= Arthur Brett (courtier) =

English courtier

Arthur Brett (1595–1642) was an English courtier in the reign of James VI and I.

== Career ==
Brett was a son of William Brett of Hoby and Rotherby, Leicestershire, and his wife Anne Beaumont. Anne was the sister of Mary Beaumont, mother of George Villiers, 1st Duke of Buckingham. Some sources give his father's name as "James".

Brett gained a place at court as a groom of the bedchamber. He was the brother-in-law of Lionel Cranfield, 1st Earl of Middlesex. In 1622, it was rumoured he might become the King's favourite, displacing his own relative George Villiers, Duke of Buckingham. A Scottish courtier, Thomas Erskine, 1st Earl of Kellie, who was sceptical about the rumour and Brett's chance of success, relayed the story in his letters to the Earl of Mar:There hes a rumore past heir of laite in the court ... bye sume men that his majestie shuld begin to love and favore one young man called Breate. He is a groome in his bed-challmer, and cowsen germane to my Lord of Bukkinghame. I think I maye sweare that it was nather in the King's mynd nor in the young mans conceate.

Buckingham was displeased by this situation and Cranfield had Brett sent abroad. Describing the affair and new rewards for Buckingham in a letter of 23 December 1622, the Venetian ambassador Alvise Valaresso wrote that courtiers reflected on the fall of the Earl of Somerset and said James's favour was "like a summer sky, from which, when quite serene, a thunderbolt sometimes falls unexpectedly".

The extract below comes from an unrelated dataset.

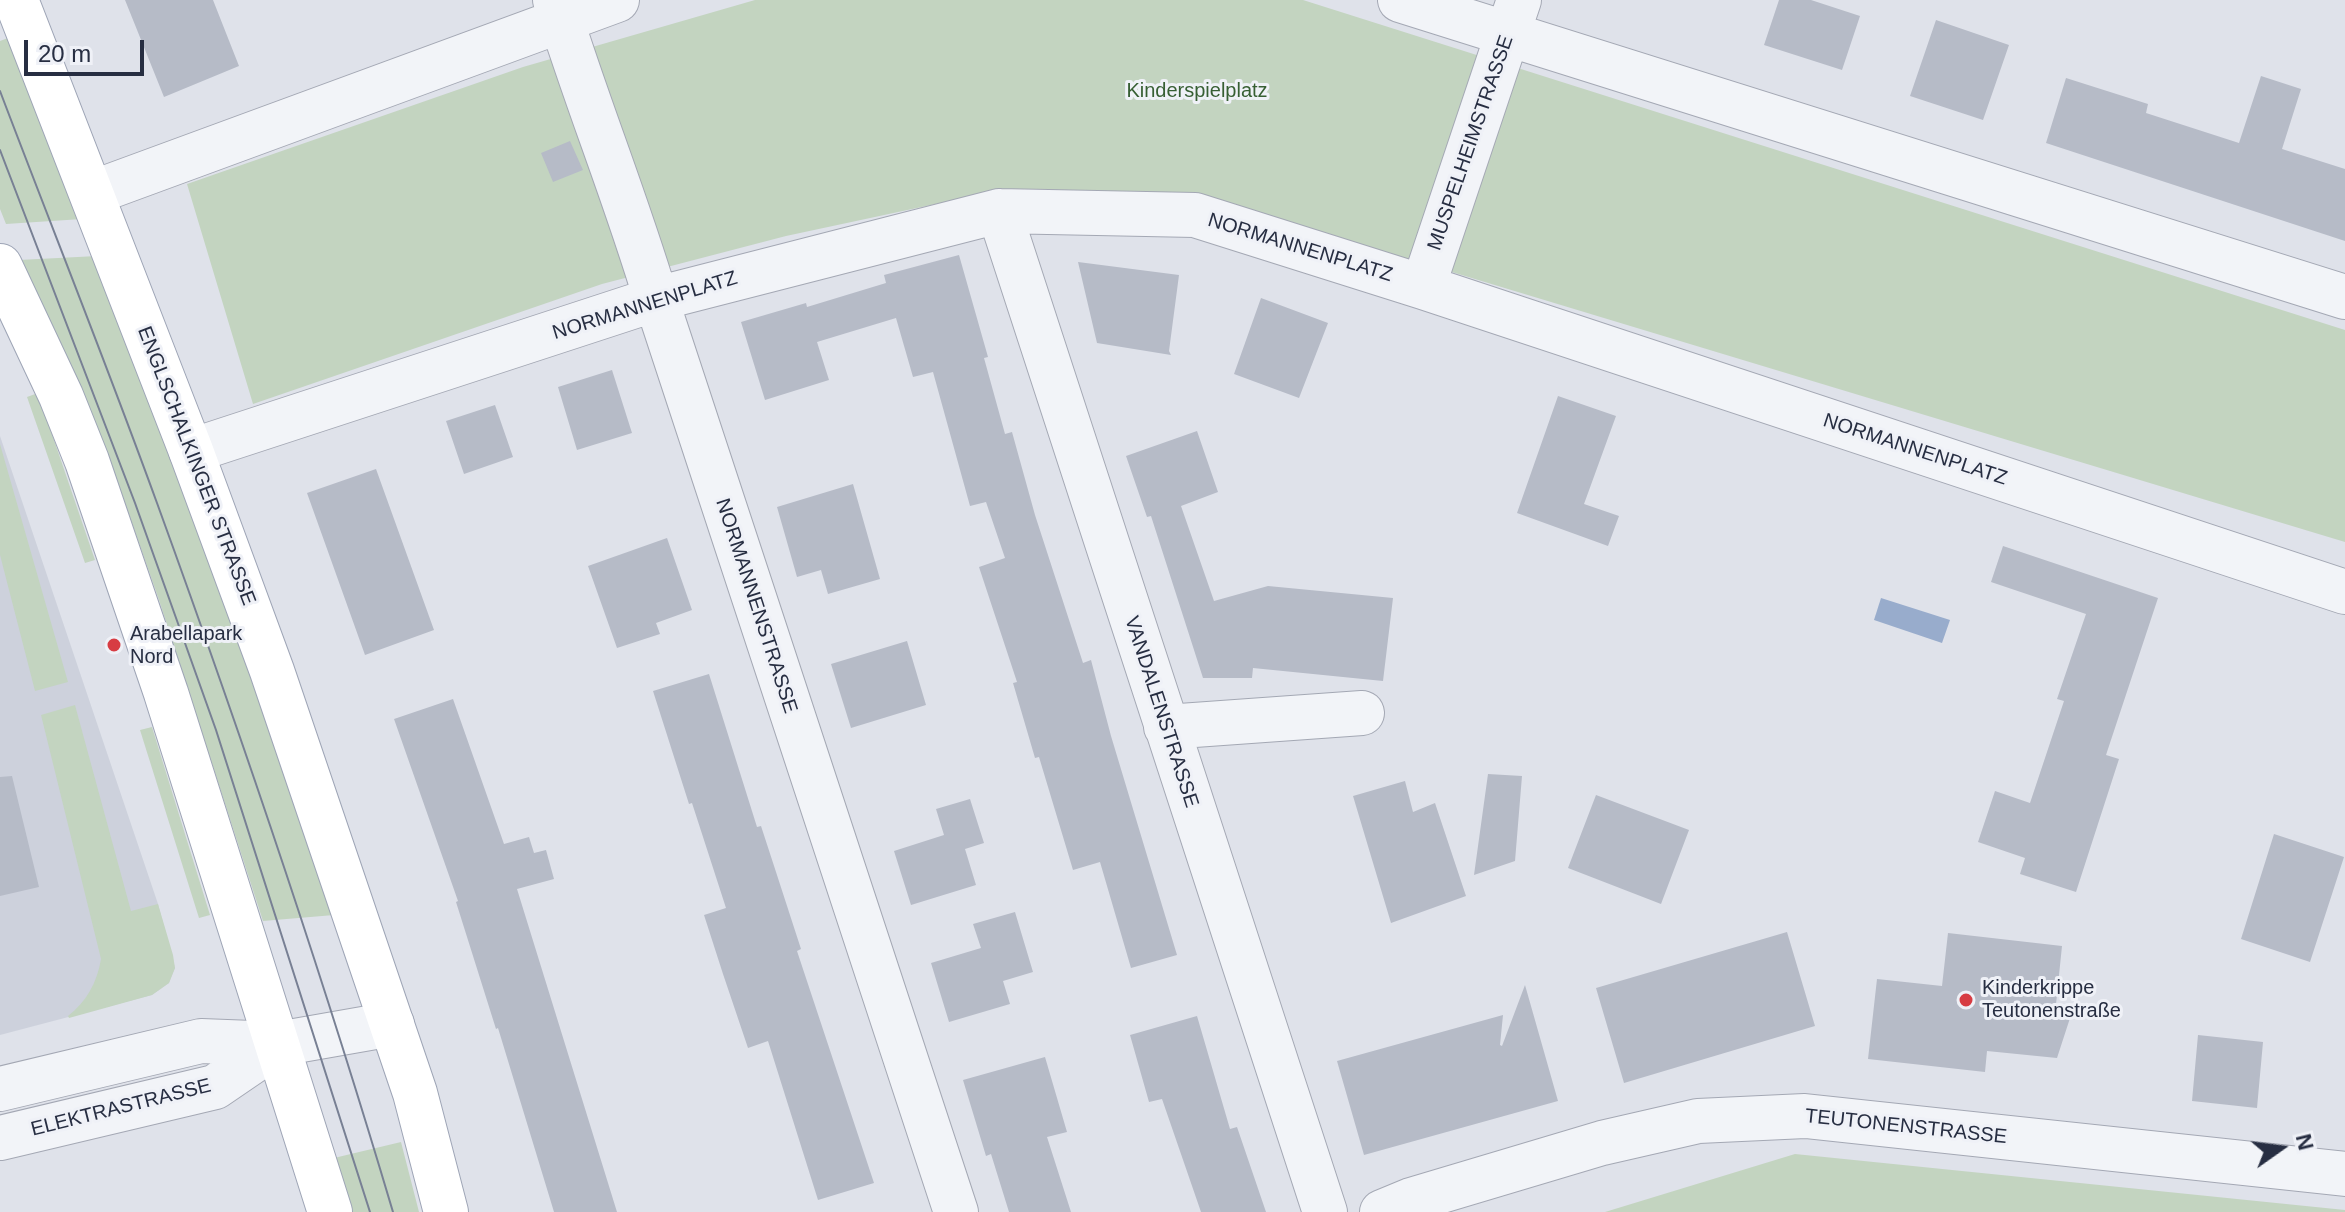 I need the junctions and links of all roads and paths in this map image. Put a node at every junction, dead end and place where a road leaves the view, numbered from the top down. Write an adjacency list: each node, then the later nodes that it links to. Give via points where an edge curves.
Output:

In 1624, Cranfield faced charges for corruption as Lord High Treasurer and, according to John Chamberlain, his predicament was greater because of his attempt to set up a "new idol". Brett had returned from France in March 1624, without Buckingham's leave, which made things worse for Cranfield, especially after Brett tried to get the King's attention by catching his bridle in Waltham Forest. The Venetian ambassador heard that James roughly thrust him away and wished that he was hanged. Brett was sent for a time to the Fleet Prison. Brett was questioned by the Attorney General Thomas Coventry and claimed that he had returned to England because he had run out of money. He was released in September 1624.

Brett was buried at Gloucester Cathedral in 1642, where there was an inscription "Here lieth the body of Arthur Brett , Esquire, groom of the bedchamber unto King James, who died July 2, 1642".